ABSTRACT
Surveys play a key role in researching public perceptions of and attitudes toward science. Accordingly, there is a breadth of often-used survey instruments available which have also been adopted for segmentation analyses. Even though many of these segmentation solutions are similar in their aims, they often include a large numbers of variables, making it more difficult for other researchers to build on these solutions, as survey time is scarce.
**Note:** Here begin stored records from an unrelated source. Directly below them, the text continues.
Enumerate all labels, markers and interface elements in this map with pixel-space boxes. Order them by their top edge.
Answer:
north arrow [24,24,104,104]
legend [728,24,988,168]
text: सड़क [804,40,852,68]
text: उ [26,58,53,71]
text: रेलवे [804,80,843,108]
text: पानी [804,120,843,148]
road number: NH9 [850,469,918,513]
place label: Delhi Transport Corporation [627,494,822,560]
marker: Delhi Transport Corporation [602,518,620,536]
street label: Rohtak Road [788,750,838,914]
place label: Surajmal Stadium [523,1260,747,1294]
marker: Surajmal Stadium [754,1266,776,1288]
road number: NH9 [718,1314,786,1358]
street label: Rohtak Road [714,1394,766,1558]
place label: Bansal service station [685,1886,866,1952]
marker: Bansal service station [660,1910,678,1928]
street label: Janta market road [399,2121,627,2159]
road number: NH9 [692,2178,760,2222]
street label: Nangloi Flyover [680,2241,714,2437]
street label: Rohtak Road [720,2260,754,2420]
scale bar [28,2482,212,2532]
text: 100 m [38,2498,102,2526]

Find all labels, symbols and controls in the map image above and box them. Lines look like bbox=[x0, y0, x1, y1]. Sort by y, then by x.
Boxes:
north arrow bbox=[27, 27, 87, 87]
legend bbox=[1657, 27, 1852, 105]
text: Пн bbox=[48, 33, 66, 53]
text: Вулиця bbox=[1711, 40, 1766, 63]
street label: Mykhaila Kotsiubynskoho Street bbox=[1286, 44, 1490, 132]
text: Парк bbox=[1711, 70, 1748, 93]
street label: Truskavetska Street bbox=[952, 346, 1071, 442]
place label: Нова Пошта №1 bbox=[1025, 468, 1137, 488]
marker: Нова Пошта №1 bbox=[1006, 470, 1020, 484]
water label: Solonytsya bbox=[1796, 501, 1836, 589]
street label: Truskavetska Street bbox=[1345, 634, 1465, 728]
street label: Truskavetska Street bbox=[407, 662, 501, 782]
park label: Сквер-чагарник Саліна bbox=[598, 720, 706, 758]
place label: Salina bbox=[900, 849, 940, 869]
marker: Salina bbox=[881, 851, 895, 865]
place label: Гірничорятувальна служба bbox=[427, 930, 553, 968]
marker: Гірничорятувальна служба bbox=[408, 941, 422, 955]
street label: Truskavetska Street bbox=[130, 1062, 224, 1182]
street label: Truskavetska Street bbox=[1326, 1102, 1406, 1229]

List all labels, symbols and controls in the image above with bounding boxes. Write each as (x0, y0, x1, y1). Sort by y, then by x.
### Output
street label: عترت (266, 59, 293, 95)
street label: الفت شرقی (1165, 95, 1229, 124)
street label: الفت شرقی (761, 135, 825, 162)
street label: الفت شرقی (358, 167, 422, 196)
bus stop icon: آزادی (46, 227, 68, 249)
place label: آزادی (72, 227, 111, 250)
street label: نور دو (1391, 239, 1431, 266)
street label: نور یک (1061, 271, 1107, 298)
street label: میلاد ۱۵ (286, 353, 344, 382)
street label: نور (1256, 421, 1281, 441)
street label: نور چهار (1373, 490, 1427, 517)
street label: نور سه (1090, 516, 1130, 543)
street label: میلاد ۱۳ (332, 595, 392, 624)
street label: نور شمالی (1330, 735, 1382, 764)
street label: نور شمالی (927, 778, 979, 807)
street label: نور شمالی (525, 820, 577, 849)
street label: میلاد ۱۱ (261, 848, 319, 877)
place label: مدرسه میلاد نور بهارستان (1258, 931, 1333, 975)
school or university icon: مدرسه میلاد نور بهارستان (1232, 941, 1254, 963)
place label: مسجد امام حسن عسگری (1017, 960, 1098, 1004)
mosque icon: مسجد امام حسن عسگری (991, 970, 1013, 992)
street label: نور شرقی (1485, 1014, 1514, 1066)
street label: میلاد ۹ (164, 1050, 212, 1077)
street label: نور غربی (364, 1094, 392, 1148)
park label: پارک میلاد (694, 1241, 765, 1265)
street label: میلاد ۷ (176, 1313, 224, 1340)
Therefore, we demonstrate how a large number of variables that were used for a comprehensive segmentation analysis can be reduced considerably without losing too much information. We develop and test a short survey instrument to segment populations according to their attitudes toward science. Results show that segmentation results can be replicated with over 90% accuracy by reducing the instrument from 20 to 10 variables. This reduction does not significantly affect the predictive power of segment attribution on three dependent variables, which suggests that many segmentation analyses could be similarly optimized, helping researchers save survey time and standardize segmentation analyses more.
Disclosure statement
No potential conflict of interest was reported by the authors.
Notes
1 As this format has been criticized (e.g. Pardo & Calvo, Citation2002, Citation2004), the format was adapted to include questions about arts and humanities in addition to the (natural) sciences, to include both textbook and applied scientific knowledge, and to also include a question about the process of science. Easier and more difficult questions (according to the correct number of answers in previous surveys where available) were mixed. And the dichotomous “correct–false” answer format that is often used was switched to a format allowing respondents to indicate the level of certainty in their answers (Pardo & Calvo, Citation2004, 223f.). These changes were crosschecked both with a recoded, traditional “right”/”wrong” scale for all 11 questions and with a recoded version containing only those five questions which were taken verbatim from earlier studies.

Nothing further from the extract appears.